The generative AI wave has brought with it a deluge of fantastical, sometimes freakish new imagery, along with something much darker: a growing volume of sexually explicit images of children created from innocent family photos.

Thanks to the widespread availability of so called “nudifier” apps, AI generated child sexual abuse material (CSAM) is exploding, and law enforcement is struggling to keep up.

Mike Prado, a deputy chief at the DHS ICE Cyber Crimes Unit, says that he’s seen cases where images of minors posted to social media have been turned into CSAM with AI. Joe Scaramucci, a reserve deputy at McLennan County Sheriff’s Office and director of law enforcement engagement at anti-trafficking nonprofit Skull Games, said the use of AI to turn social media images into sexually explicit images of children was “exploding.”

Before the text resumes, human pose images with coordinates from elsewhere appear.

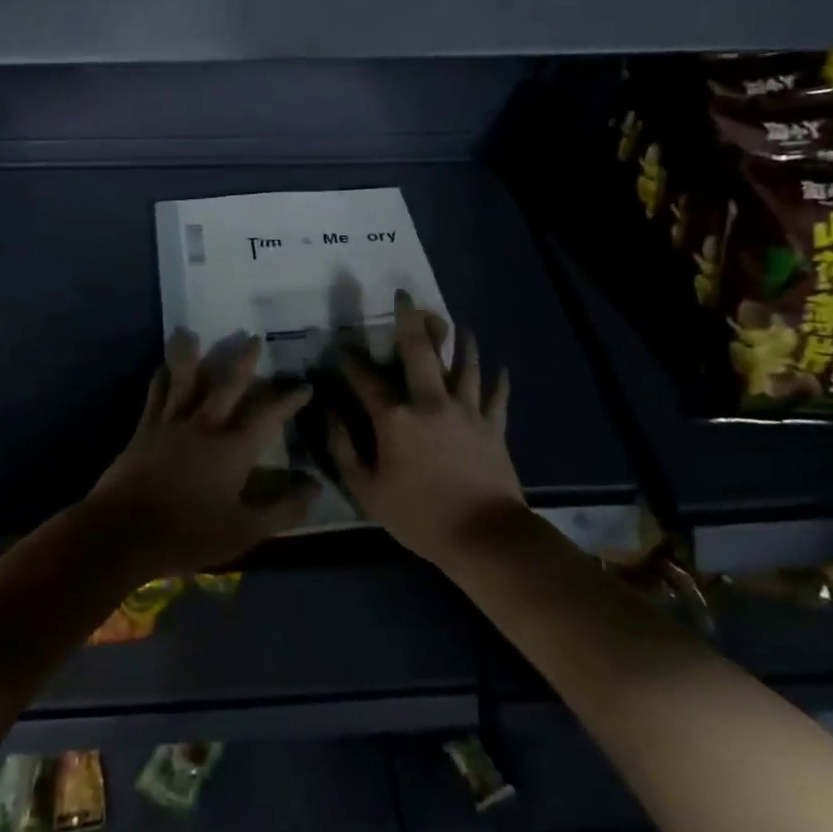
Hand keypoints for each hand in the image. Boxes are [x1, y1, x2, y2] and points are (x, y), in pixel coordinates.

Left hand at [87, 331, 317, 575]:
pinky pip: (154, 396)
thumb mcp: (244, 532)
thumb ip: (283, 511)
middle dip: (243, 361)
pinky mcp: (143, 431)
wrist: (122, 533)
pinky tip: (160, 367)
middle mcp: (204, 427)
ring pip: (184, 381)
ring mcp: (171, 425)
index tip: (304, 385)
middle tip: (253, 338)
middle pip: (227, 385)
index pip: (268, 416)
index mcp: (233, 450)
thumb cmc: (187, 535)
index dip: (288, 400)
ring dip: (190, 355)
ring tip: (190, 331)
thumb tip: (315, 488)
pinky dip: (159, 379)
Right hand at [328, 292, 524, 565]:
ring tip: (458, 323)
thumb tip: (330, 414)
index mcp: (396, 418)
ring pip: (465, 365)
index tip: (342, 344)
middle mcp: (430, 402)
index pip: (366, 380)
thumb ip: (343, 448)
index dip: (351, 360)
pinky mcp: (493, 427)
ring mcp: (467, 411)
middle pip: (420, 352)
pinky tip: (502, 367)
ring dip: (461, 341)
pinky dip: (500, 381)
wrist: (482, 536)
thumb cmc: (418, 516)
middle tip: (406, 296)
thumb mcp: (367, 490)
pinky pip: (498, 398)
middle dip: (410, 320)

“This is, unfortunately, one of the most significant shifts in technology that we’ve seen to facilitate the creation of CSAM in a generation,” he told Forbes.

“The irony of AI CSAM is that even the victim might not realize they’re a victim.”

Child exploitation investigator

And worse, Prado also says predators have taken photos of children on the street to modify into illegal material. As Forbes reported last year, one man took images of children at Disney World and outside a school before turning them into CSAM.

“We see it occurring on a more frequent basis, and it’s growing exponentially,” Prado told Forbes. “It’s no longer on the horizon. It’s a reality that we are dealing with every day.”

Last year a previously convicted sex offender was accused of taking a parent’s photos of their child from Facebook and posting them to a pedophile group chat on encrypted messaging app Teleguard claiming they were his stepchildren. There, a source familiar with the investigation told Forbes, other members of the group turned them into explicit sexual imagery. The man was subsequently arrested and charged with possessing thousands of pieces of CSAM, hundreds of them generated by AI.

The pace at which AI is evolving and the absence of guardrails around some models, as well as the sheer scale of the proliferation of AI-generated CSAM, have made policing substantially more difficult. “We have observed AI-generated CSAM created by generative AI platforms, including face-swapping apps, body-swapping apps, and ‘undress’ apps,” said Madison McMicken, a spokesperson for the Office of the Utah Attorney General. “Images are often pulled from social media and converted into CSAM.”

The owners of those images may forever be left in the dark, though. As one child exploitation investigator, who was not authorized to talk on record, told Forbes, “The irony of AI CSAM is that even the victim might not realize they’re a victim.”